Scientific classification
- Kingdom: Animalia
- Phylum: Chordata
- Class: Mammalia
- Infraclass: Placentalia
- Order: Rodentia
- Family: Muridae
- Genus: Desmodillus Thomas & Schwann, 1904
- Species: D. auricularis
- Binomial name: Desmodillus auricularis (Smith, 1834)

= Cape short-eared gerbil =

- Genus: Desmodillus
- Species: auricularis
- Authority: (Smith, 1834)
- Conservation status: LC
- Parent authority: Thomas & Schwann, 1904

Species of rodent

The Cape short-eared gerbil (Desmodillus auricularis) is a species of rodent in the family Muridae. It is the only species in the genus Desmodillus. It is found in Angola, Botswana, Namibia, and South Africa.
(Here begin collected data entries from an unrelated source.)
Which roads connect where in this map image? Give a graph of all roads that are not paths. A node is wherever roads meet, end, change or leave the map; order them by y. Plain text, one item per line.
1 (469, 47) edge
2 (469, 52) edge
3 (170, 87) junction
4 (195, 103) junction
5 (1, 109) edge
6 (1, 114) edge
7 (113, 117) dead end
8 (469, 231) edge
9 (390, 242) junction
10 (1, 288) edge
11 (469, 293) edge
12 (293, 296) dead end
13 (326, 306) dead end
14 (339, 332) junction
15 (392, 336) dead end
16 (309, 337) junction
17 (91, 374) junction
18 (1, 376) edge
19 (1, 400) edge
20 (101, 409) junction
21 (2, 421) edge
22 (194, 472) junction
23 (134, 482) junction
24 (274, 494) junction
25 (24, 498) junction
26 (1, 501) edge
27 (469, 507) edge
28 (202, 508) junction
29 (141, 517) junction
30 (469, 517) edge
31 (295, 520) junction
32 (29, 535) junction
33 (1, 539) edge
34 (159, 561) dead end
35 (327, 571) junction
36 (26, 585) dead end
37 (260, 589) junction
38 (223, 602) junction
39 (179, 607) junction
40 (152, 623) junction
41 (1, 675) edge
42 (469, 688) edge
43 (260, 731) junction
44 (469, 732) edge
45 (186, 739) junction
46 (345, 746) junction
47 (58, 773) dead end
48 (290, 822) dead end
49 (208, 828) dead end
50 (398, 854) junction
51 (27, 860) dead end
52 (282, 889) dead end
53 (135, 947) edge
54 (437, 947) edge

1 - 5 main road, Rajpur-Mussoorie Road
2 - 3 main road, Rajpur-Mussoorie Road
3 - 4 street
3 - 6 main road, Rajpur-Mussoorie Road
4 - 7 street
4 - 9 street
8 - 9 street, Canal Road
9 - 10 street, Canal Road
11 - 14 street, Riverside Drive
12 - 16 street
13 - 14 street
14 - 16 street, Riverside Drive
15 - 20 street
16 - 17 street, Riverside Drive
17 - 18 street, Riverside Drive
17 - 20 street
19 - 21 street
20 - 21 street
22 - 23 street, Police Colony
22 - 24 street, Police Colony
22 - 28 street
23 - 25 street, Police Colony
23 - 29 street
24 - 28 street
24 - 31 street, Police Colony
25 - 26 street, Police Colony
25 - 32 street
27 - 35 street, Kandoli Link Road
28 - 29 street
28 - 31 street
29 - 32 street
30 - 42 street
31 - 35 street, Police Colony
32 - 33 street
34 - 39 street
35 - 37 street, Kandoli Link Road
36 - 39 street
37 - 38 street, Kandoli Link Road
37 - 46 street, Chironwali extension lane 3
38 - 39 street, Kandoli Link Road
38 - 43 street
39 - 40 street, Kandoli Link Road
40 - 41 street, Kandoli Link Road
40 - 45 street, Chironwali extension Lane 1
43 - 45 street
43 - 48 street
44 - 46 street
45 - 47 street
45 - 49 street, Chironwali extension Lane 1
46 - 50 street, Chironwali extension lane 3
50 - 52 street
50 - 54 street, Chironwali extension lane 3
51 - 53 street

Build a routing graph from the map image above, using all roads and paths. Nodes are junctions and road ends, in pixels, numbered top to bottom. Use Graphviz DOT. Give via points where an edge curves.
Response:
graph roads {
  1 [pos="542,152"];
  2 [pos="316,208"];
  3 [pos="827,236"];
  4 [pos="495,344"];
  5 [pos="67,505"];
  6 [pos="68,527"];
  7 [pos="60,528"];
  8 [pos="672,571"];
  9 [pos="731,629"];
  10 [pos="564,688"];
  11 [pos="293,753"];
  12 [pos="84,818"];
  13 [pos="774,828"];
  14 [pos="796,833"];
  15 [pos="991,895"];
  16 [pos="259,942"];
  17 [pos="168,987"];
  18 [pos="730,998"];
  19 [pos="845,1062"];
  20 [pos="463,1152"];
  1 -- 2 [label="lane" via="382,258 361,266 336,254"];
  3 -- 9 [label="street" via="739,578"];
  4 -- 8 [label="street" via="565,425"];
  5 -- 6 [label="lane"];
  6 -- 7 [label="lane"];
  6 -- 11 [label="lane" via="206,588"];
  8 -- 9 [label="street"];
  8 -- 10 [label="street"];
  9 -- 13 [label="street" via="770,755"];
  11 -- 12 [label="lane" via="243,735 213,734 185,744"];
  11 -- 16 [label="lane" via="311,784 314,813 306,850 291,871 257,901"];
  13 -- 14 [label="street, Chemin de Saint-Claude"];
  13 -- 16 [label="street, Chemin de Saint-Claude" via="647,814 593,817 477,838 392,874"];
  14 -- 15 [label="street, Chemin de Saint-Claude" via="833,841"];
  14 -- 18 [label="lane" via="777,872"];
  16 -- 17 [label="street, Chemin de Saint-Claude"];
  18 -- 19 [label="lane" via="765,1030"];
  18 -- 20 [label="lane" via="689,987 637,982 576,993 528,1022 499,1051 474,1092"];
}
Its natural habitats are hot deserts and temperate desert. It is the only gerbil whose tail is shorter than the combined length of its head and body. There are some variation in color, but its white patches at the bases of its ears differentiates it from other species. Diet consists mainly of grass-seeds, and occasionally greenery and insects. It weighs 50g and its total length is 20 cm. It nests in burrows, often with many tunnels. It hoards food inside the burrows or buries it outside nearby.